Recorded with a host of Denmark’s finest producers in Jacob Hansen and Martin Pagaard (Volbeat, Amaranthe), Christoffer Stjerne (HERO), Chris Kreutzfeldt (CABAL, Ghost Iris, MØL) and Mirza Radonjica-Bang (Siamese, Helhorse), Motion instantly got under the skin with opener Dancing In Nightmares. One of their first singles, the track sets a lure with a strand of riffs before Stebdal’s beats fly through the air. As quickly the delicious grumble of Elbaek’s hit the spot with Angel’s immediately magnetic tones a calm texture in the more volatile mix. In an instant Christine’s vocals add yet another alluring aspect to the creative canvas, the vocals side by side a riveting proposal while throughout the track springs bait after hook, strike after temptation to strikingly kick things off.

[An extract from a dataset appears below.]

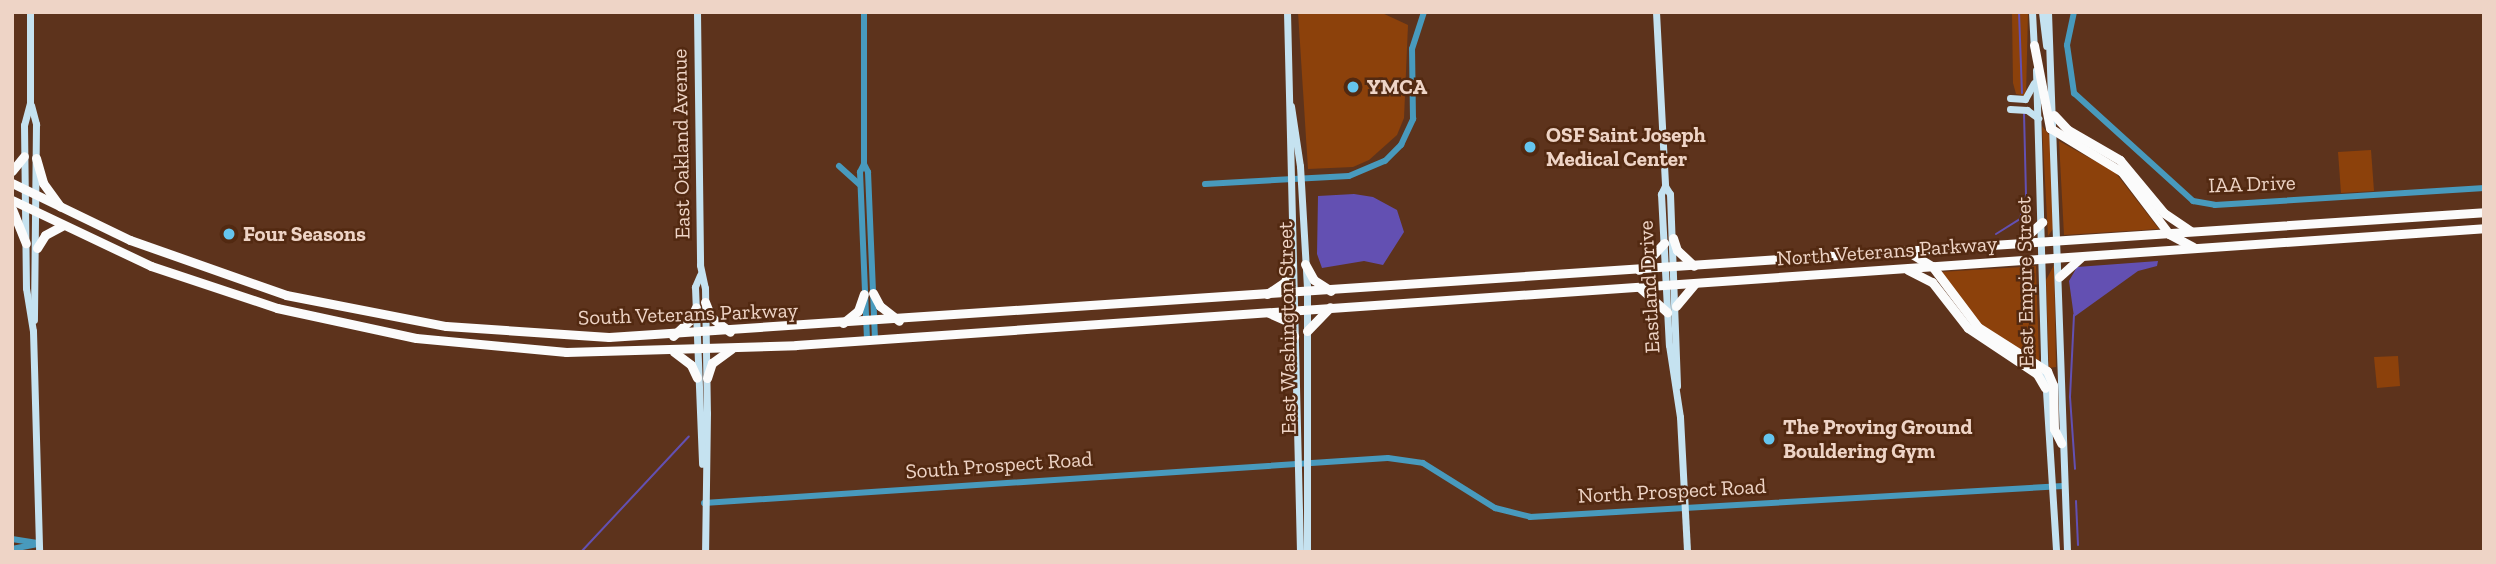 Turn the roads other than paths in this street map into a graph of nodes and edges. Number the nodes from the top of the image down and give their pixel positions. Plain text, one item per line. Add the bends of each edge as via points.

In some ways the following Better struggled to spark the same lustful reception as its predecessor yet with its melodic fire, dark rhythms and again a vocal unity which refuses to be ignored, the song is a fiery serenade on the ears which was keenly devoured. Similarly as within the first and those to follow, the song shares unpredictable twists and invention; aspects as ably woven into the following pair of Crush and Soldier’s Heart. The first proved another particular favourite moment within the release, its snappy stride and matching vocal dexterity alone manna to an instinctive appetite which was only fed further as melodic, harmonic and sonic flames escalated the attraction.
Straightaway its successor springs a juicy groove on ears, its southern tinged drawl the invitation to bold vocal and rhythmic incitement which only harbours an urge to get under the skin. There is certain infectiousness to all tracks but especially virulent here as again the dual grip of both vocalists seeds the rich temptation on offer amidst individuality across all songs as shown again by the ensnaring flame of Torn. Emotively seductive and feverishly volatile, the track is a fruitful body of craft and enterprise matched in success by the agile alternative rock spiced Sweet Suffering and Devotion with its My Chemical Romance kissed dynamics and drama; two tracks which again had us keenly involved, the latter with real greed.
Next up, Winter In June is a portentous flirtation of irritability and aggression which provides a just as agreeable union of emotional intimacy and fervid breath while the balladry of Tomorrow is pure captivation, both voices sirens within the melodic embrace of guitar.
Bringing the album to a close, Stains is a coquette of sound in its own right, a sonic temptress woven in beguiling voice and tantalising enterprise. It is a fine end to a superb first involvement with South Haven and an album which maybe was not always basking in originality, though so often it was, but never wavered from providing fresh, fascinating, and full pleasure.
Surely reason enough to pay South Haven a visit.
Motion is out now through Prime Collective across most stores.